## LISTED ENTRIES
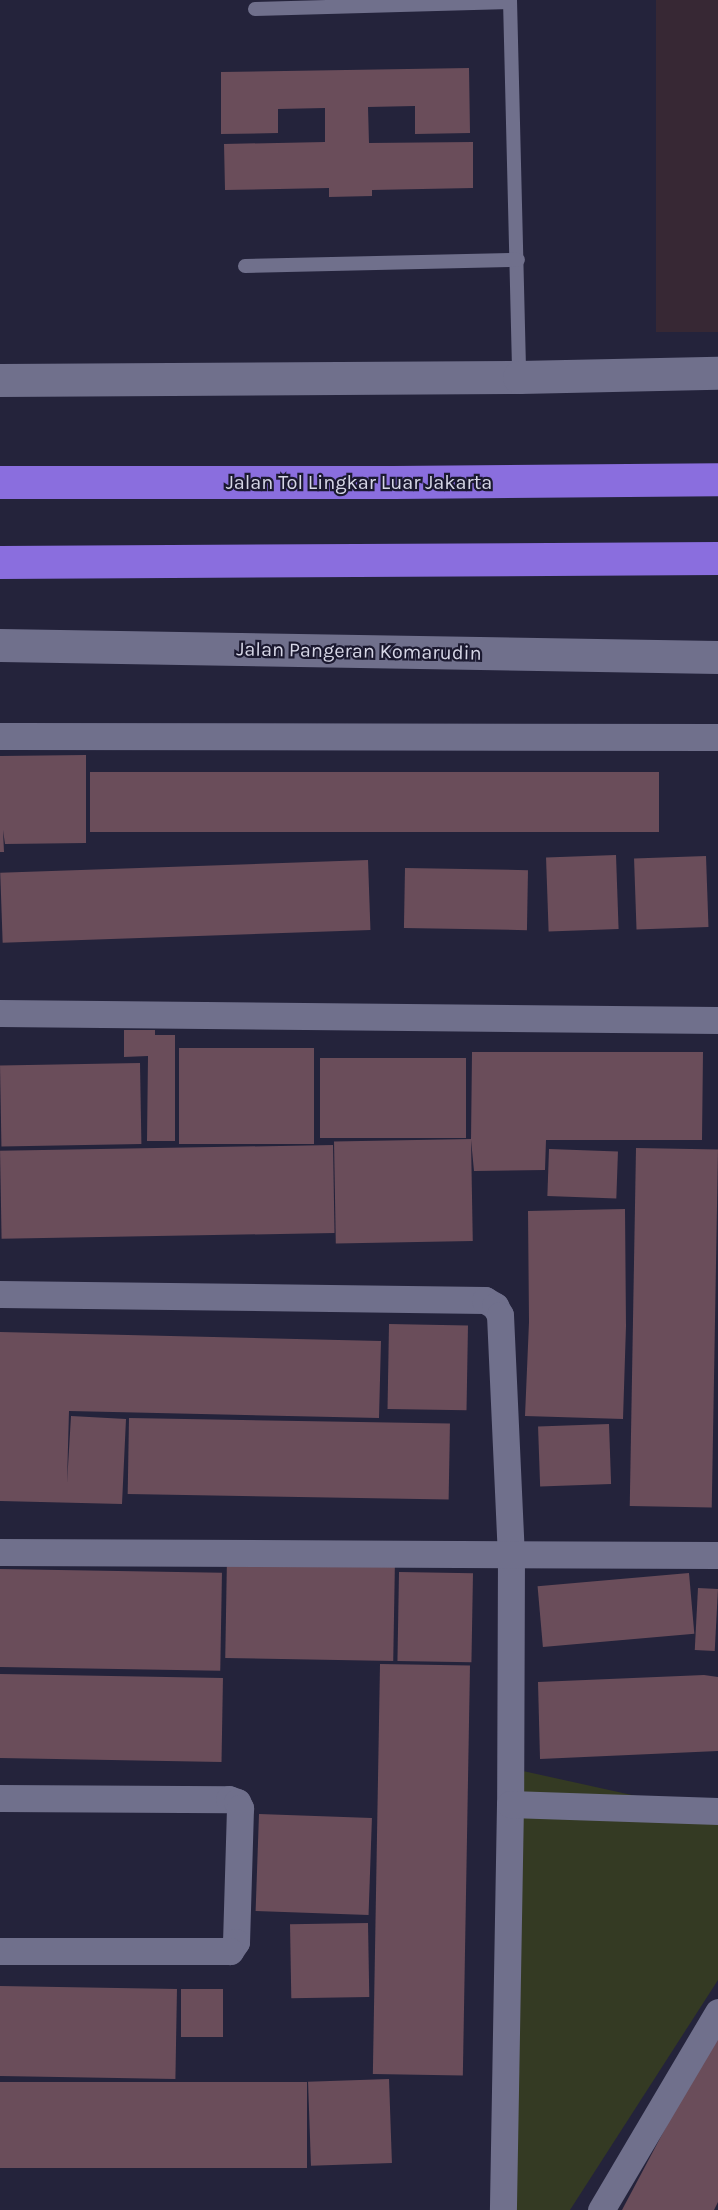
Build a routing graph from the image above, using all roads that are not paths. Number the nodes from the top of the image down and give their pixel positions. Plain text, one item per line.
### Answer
1 (510, 1) edge
2 (255, 9) dead end
3 (518, 261) junction
4 (245, 266) dead end
5 (718, 373) edge
6 (519, 377) junction
7 (0, 380) edge
8 (718, 479) edge
9 (0, 482) edge
10 (718, 558) edge
11 (0, 562) edge
12 (0, 645) edge
13 (718, 657) edge
14 (0, 736) edge
15 (718, 737) edge
16 (0, 1013) edge
17 (718, 1020) edge
18 (0, 1294) edge
19 (0, 1552) edge
20 (512, 1554) junction
21 (718, 1555) edge
22 (0, 1798) edge
23 (510, 1804) junction
24 (718, 1810) edge
25 (0, 1952) edge
26 (718, 2012) edge
27 (503, 2210) edge
28 (601, 2210) edge

1 - 2 lane
1 - 3 lane
3 - 4 lane
3 - 6 lane
5 - 6 street
6 - 7 street
8 - 9 highway, Jalan Tol Lingkar Luar Jakarta
10 - 11 highway
12 - 13 street, Jalan Pangeran Komarudin
14 - 15 street
16 - 17 street
18 - 20 street
19 - 20 street
20 - 21 street
20 - 23 street
22 - 25 street
23 - 24 street
23 - 27 street
26 - 28 street

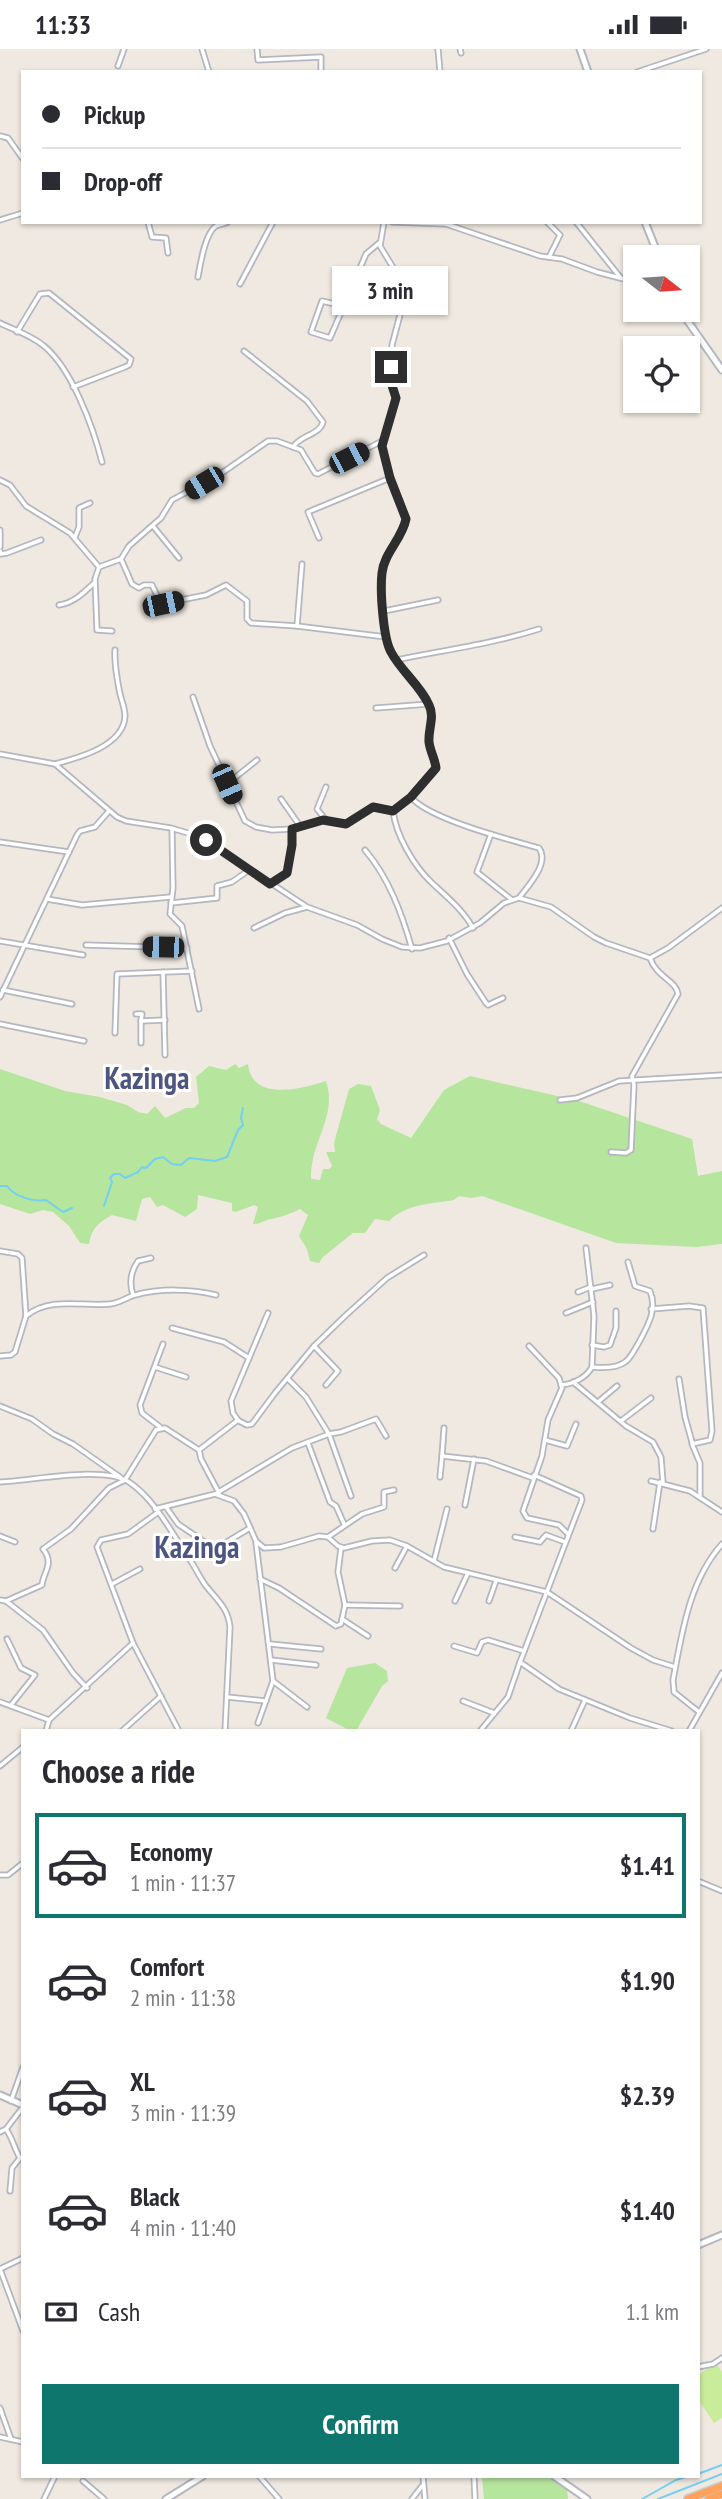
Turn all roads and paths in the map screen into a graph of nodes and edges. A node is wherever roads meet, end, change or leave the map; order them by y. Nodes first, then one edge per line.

## TASK TO CARRY OUT
When you copy the listing above, reproduce every line exactly and skip the images.

## TASK OUTPUT
Build a routing graph from the image above, using all roads that are not paths. Number the nodes from the top of the image down and give their pixel positions. Plain text, one item per line.
### Answer
1 (510, 1) edge
2 (255, 9) dead end
3 (518, 261) junction
4 (245, 266) dead end
5 (718, 373) edge
6 (519, 377) junction
7 (0, 380) edge
8 (718, 479) edge
9 (0, 482) edge
10 (718, 558) edge
11 (0, 562) edge
12 (0, 645) edge
13 (718, 657) edge
14 (0, 736) edge
15 (718, 737) edge
16 (0, 1013) edge
17 (718, 1020) edge
18 (0, 1294) edge
19 (0, 1552) edge
20 (512, 1554) junction
21 (718, 1555) edge
22 (0, 1798) edge
23 (510, 1804) junction
24 (718, 1810) edge
25 (0, 1952) edge
26 (718, 2012) edge
27 (503, 2210) edge
28 (601, 2210) edge

1 - 2 lane
1 - 3 lane
3 - 4 lane
3 - 6 lane
5 - 6 street
6 - 7 street
8 - 9 highway, Jalan Tol Lingkar Luar Jakarta
10 - 11 highway
12 - 13 street, Jalan Pangeran Komarudin
14 - 15 street
16 - 17 street
18 - 20 street
19 - 20 street
20 - 21 street
20 - 23 street
22 - 25 street
23 - 24 street
23 - 27 street
26 - 28 street

Turn all roads and paths in the map screen into a graph of nodes and edges. A node is wherever roads meet, end, change or leave the map; order them by y. Nodes first, then one edge per line.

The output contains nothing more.